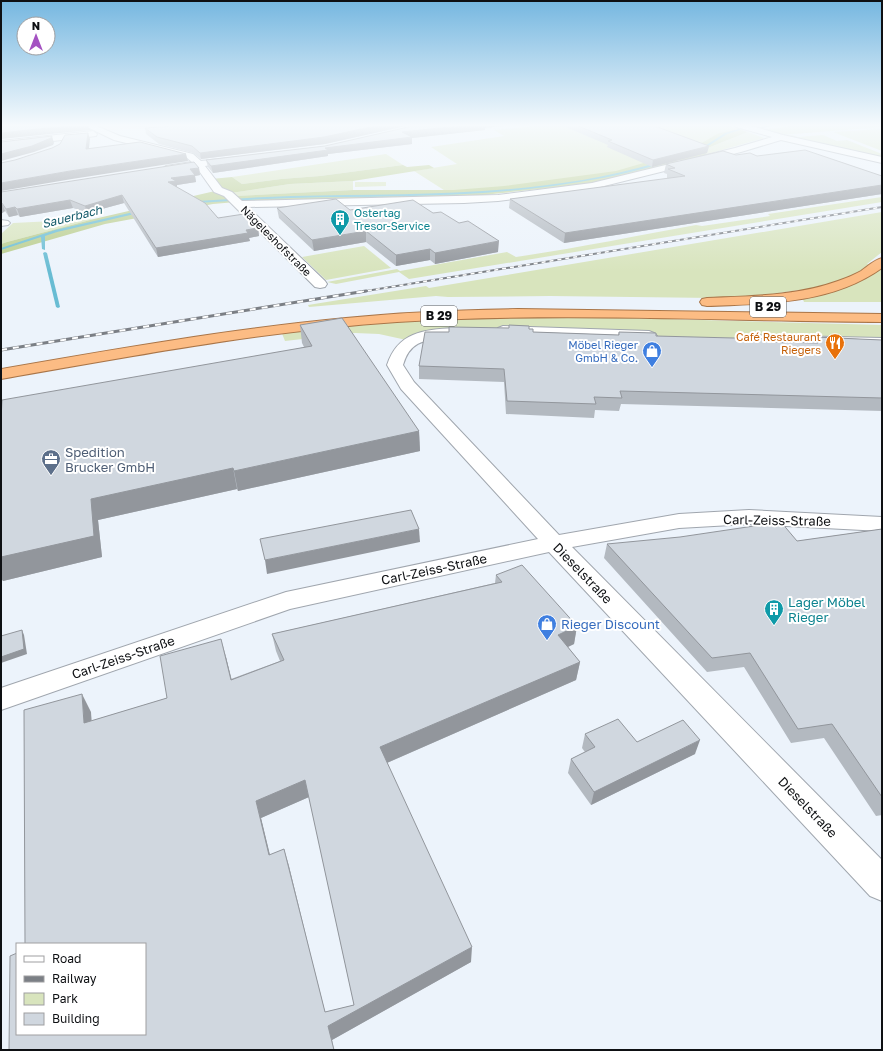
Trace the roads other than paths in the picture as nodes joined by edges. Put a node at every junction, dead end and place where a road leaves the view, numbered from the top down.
1 (205, 174) edge
2 (642, 174) edge
3 (234, 200) junction
4 (882, 262) edge
5 (320, 284) dead end
6 (653, 304) junction
7 (882, 306) edge
8 (882, 318) edge
9 (466, 331) edge
10 (489, 331) edge
11 (660, 336) edge
12 (730, 339) edge
13 (882, 343) edge
14 (1, 361) edge
15 (1, 374) edge
16 (882, 524) edge
17 (554, 543) junction
18 (1, 700) edge
19 (882, 884) edge

1 - 3 street, Nägeleshofstraße
2 - 3 street
3 - 5 street, Nägeleshofstraße
4 - 6 highway, B 29
6 - 7 highway, B 29
6 - 14 highway, B 29
8 - 15 highway, B 29
9 - 17 street, Dieselstraße
10 - 11 street
12 - 13 street
16 - 17 street, Carl-Zeiss-Straße
17 - 18 street, Carl-Zeiss-Straße
17 - 19 street, Dieselstraße

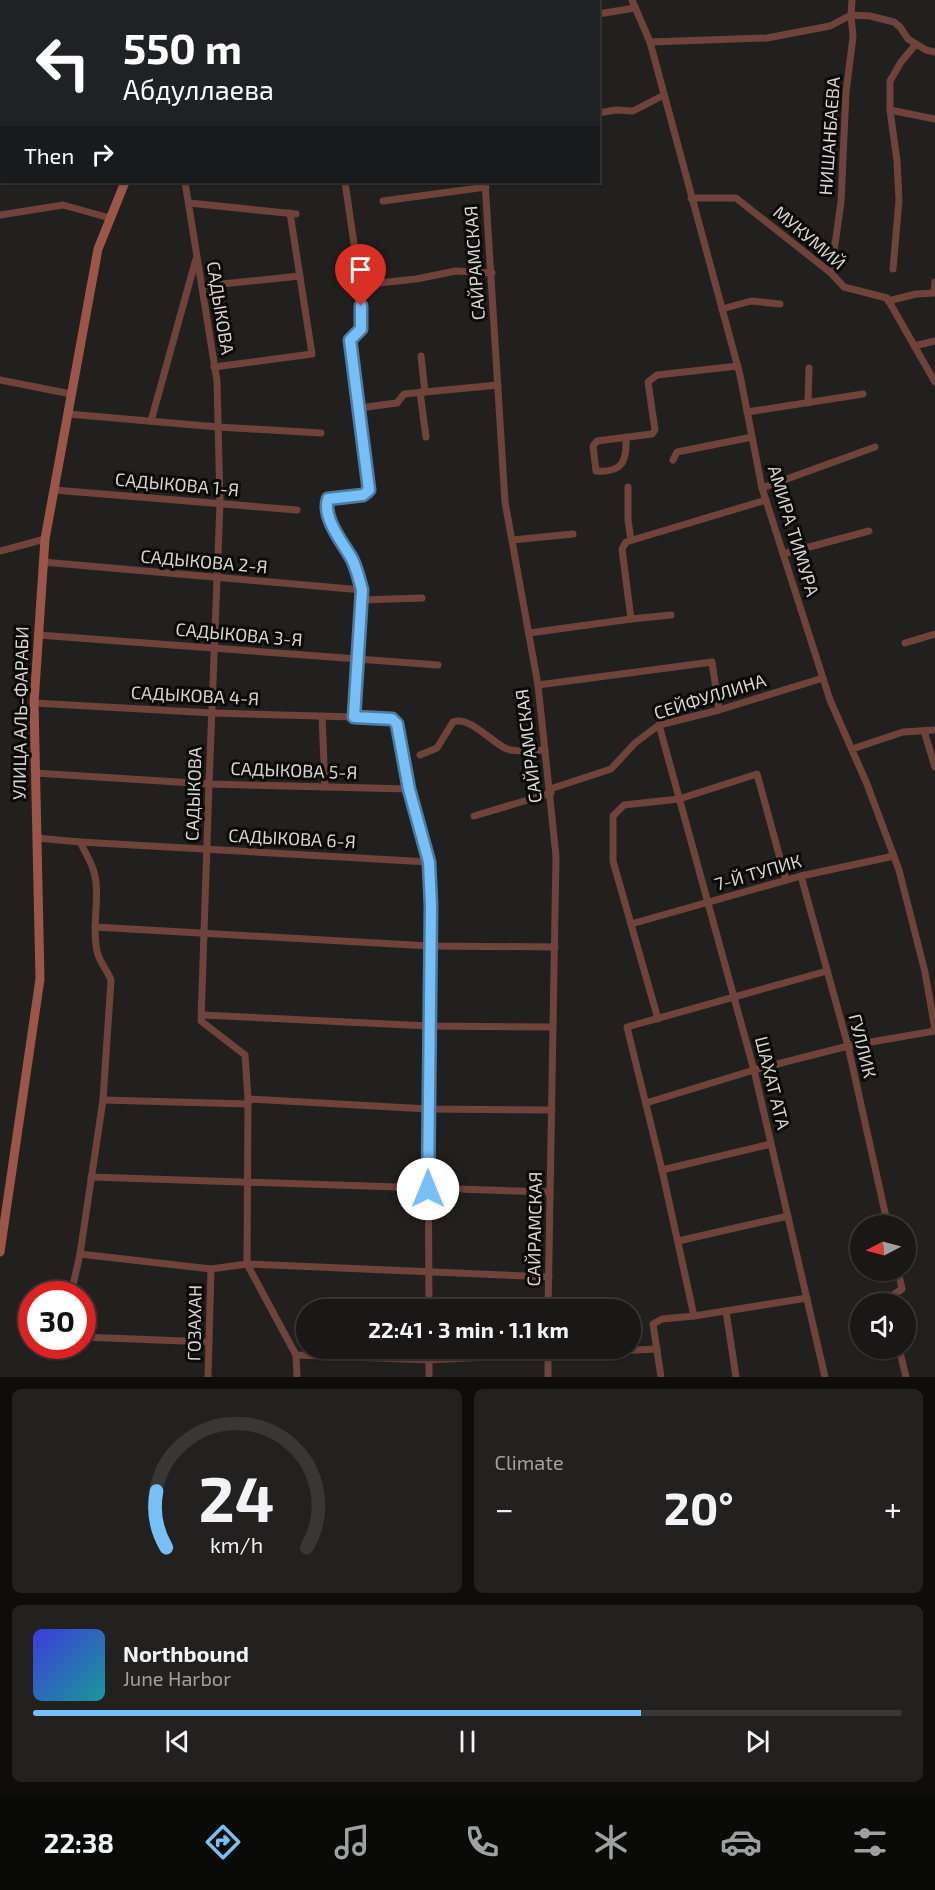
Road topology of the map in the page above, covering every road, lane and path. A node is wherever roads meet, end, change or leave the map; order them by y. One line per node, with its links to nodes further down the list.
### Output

◆ ◆ ◆ ◆ ◆

From the line containing "Road topology of" down to the last line, reproduce the records exactly. Include both ends.

### RESULT OF THE TASK
Road topology of the map in the page above, covering every road, lane and path. A node is wherever roads meet, end, change or leave the map; order them by y. One line per node, with its links to nodes further down the list.
### Output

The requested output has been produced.